Problem description
The expected answer is the set of lines in the data below between the line holding "ring pip: (1093, 706)" and the line holding "index dip: (1016, 766)", inclusive, written out exactly.

Supplied records
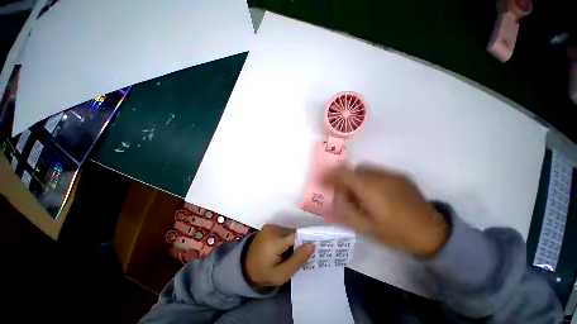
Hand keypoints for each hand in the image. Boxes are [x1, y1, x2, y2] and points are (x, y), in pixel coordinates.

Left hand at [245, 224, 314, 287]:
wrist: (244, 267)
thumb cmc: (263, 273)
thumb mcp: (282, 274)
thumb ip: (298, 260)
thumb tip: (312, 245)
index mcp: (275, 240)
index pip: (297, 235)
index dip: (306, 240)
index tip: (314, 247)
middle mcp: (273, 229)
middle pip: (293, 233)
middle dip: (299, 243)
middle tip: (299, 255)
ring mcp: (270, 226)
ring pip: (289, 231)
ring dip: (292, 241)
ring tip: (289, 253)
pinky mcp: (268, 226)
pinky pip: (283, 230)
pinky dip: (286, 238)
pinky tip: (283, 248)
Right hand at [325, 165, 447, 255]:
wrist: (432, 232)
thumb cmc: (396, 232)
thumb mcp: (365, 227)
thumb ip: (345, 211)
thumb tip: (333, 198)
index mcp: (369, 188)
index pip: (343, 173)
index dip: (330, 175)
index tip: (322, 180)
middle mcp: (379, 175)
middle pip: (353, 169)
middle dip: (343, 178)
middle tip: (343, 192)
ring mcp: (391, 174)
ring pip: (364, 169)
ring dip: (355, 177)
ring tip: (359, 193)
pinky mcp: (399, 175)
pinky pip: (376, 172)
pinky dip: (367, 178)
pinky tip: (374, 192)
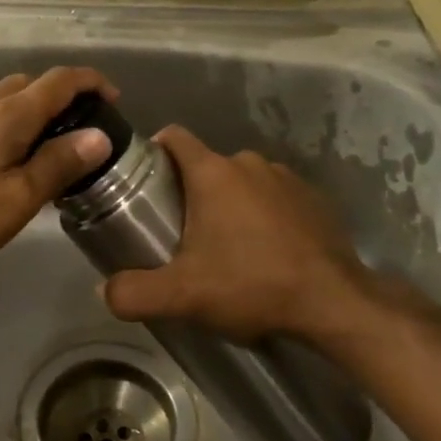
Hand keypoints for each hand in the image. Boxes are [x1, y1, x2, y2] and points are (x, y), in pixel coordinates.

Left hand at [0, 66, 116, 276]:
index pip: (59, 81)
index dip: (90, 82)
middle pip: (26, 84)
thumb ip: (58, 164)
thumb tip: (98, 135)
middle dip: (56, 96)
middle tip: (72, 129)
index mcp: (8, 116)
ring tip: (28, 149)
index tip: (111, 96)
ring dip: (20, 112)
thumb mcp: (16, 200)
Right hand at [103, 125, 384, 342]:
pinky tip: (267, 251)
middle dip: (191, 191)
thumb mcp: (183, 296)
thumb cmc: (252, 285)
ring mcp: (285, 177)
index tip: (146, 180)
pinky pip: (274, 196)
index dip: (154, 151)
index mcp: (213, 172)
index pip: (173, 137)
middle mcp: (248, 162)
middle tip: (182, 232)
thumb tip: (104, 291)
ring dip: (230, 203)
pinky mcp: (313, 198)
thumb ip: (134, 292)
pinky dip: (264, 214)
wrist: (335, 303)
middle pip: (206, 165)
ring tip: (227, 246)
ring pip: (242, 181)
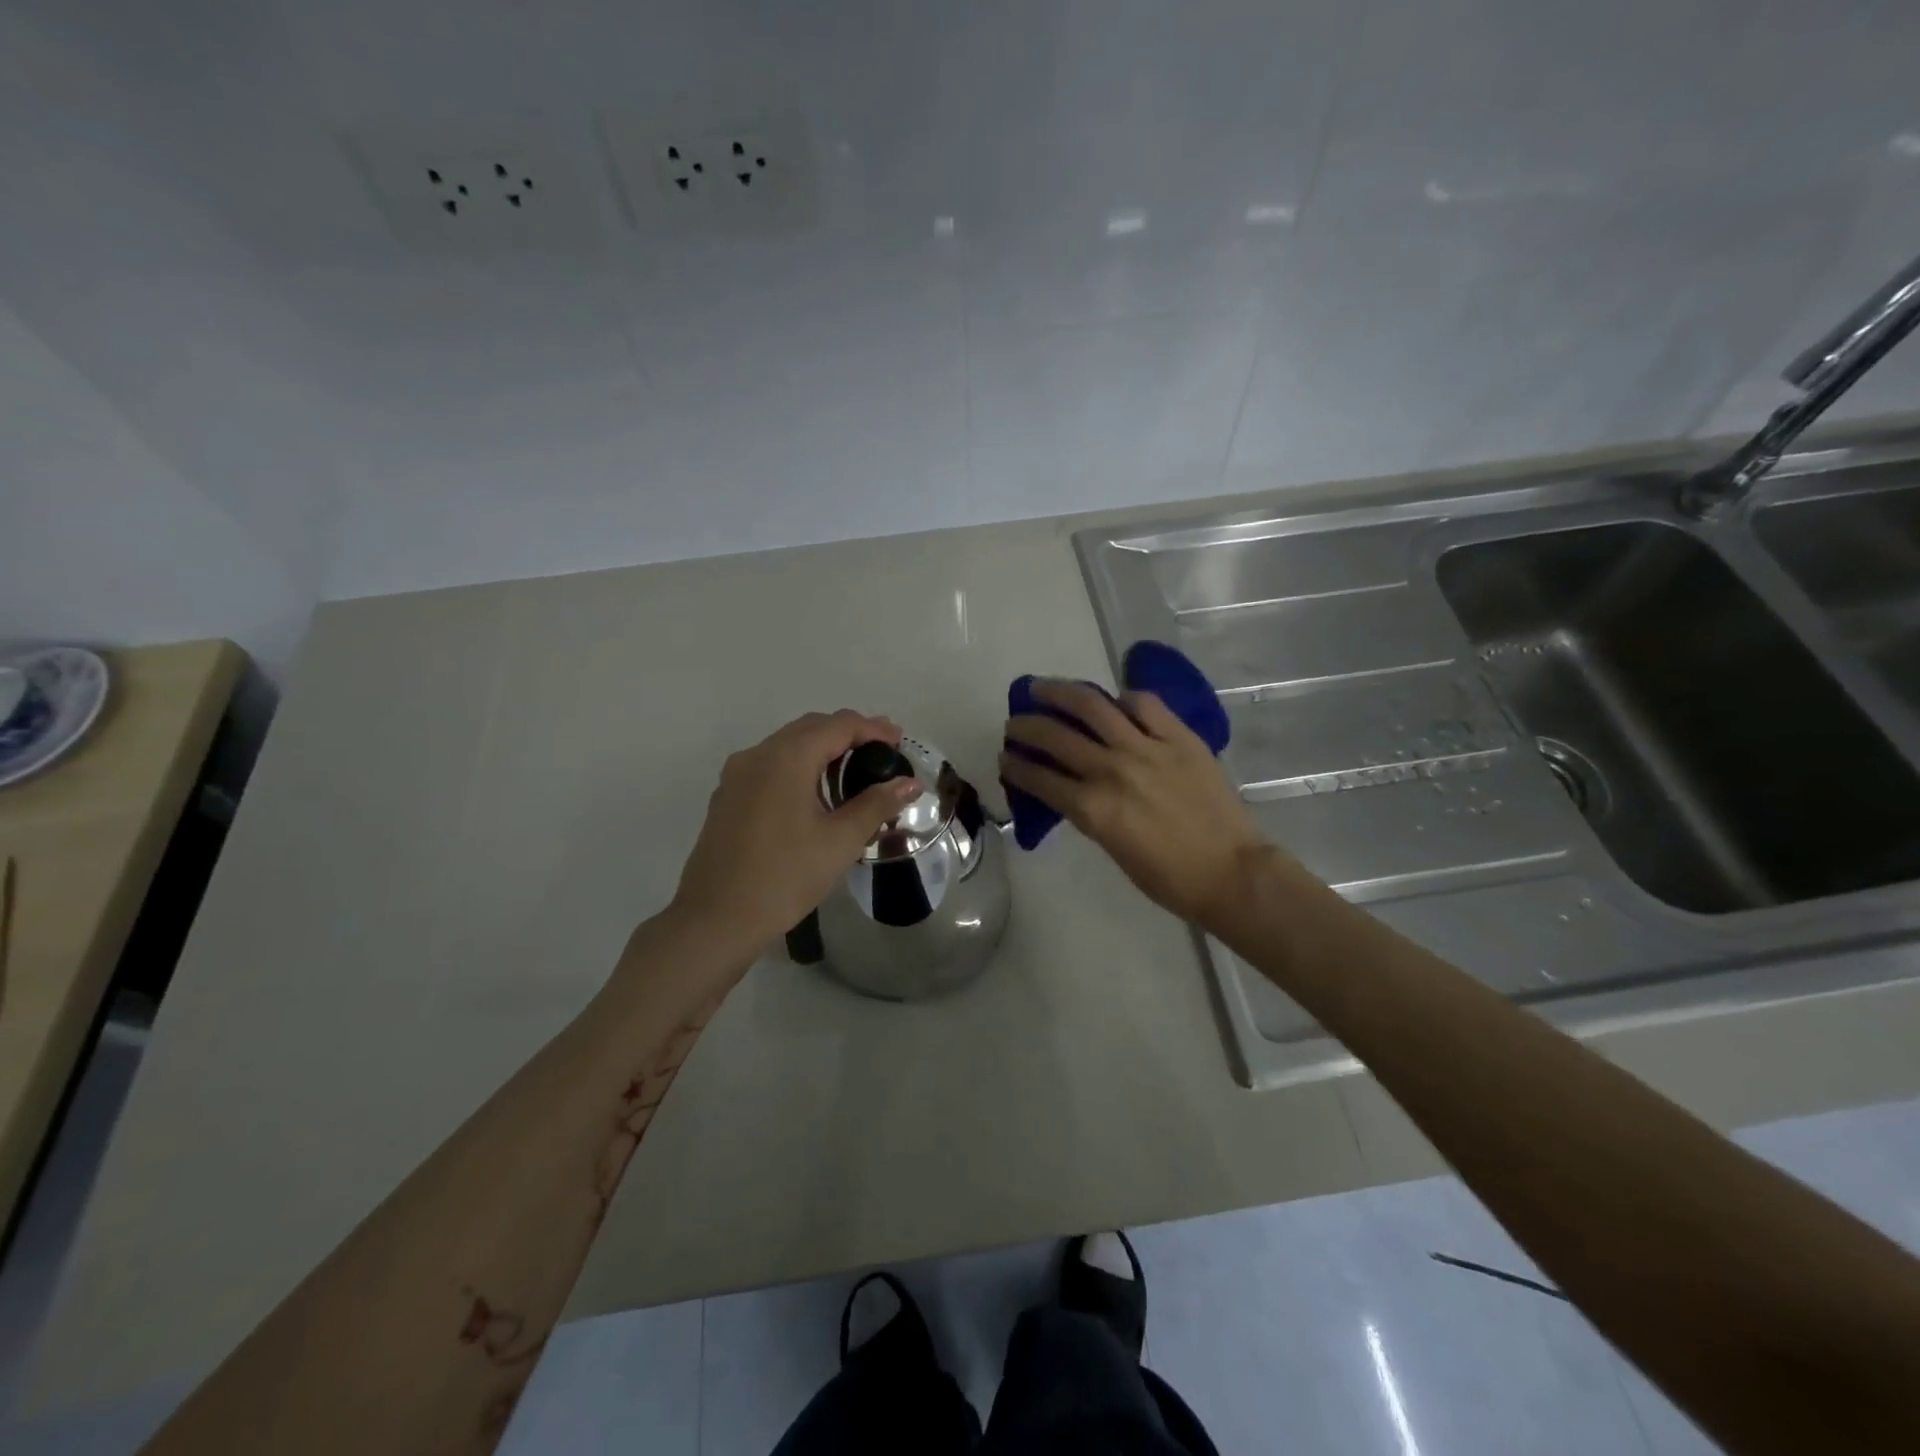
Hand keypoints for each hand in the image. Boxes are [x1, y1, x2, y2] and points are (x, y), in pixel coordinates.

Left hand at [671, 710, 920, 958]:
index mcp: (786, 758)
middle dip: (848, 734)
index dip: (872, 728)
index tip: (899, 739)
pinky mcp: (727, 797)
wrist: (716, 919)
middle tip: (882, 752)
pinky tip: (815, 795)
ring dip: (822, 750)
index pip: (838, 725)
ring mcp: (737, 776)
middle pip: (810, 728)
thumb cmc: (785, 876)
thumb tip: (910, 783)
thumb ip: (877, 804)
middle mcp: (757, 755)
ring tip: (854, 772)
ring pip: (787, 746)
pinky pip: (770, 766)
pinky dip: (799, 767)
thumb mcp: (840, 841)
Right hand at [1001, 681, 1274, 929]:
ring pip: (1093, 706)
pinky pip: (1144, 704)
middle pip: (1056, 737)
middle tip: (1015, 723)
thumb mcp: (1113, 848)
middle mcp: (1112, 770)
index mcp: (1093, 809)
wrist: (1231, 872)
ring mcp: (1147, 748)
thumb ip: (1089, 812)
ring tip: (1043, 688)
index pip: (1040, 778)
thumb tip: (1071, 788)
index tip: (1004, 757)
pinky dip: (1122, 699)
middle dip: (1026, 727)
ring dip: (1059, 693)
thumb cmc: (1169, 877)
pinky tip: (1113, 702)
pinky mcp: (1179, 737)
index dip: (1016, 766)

--

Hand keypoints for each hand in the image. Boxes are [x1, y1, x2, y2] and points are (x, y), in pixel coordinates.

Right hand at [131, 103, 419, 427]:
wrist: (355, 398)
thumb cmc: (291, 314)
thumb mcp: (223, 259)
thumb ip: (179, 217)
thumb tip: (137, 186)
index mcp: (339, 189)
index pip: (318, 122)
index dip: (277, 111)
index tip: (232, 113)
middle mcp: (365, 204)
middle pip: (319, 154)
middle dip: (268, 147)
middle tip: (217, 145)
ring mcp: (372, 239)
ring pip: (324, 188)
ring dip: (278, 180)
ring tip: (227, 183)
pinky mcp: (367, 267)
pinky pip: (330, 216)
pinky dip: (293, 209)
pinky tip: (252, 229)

Answer to the problem
ring pip: (1093, 706)
pinky pip: (1144, 704)
middle pip: (1056, 737)
middle tip: (1015, 723)
thumb mcp: (1113, 848)
middle mcp: (1112, 770)
index mcp: (1093, 809)
wrist: (1231, 872)
ring mcp: (1147, 748)
thumb ip: (1089, 812)
ring tip: (1043, 688)
index pip: (1040, 778)
thumb tip: (1071, 788)
index tip: (1004, 757)
pinky dip: (1122, 699)
middle dip: (1026, 727)
ring dip: (1059, 693)
thumb cmc: (1169, 877)
pinky tip: (1113, 702)
pinky mcp: (1179, 737)
index dip: (1016, 766)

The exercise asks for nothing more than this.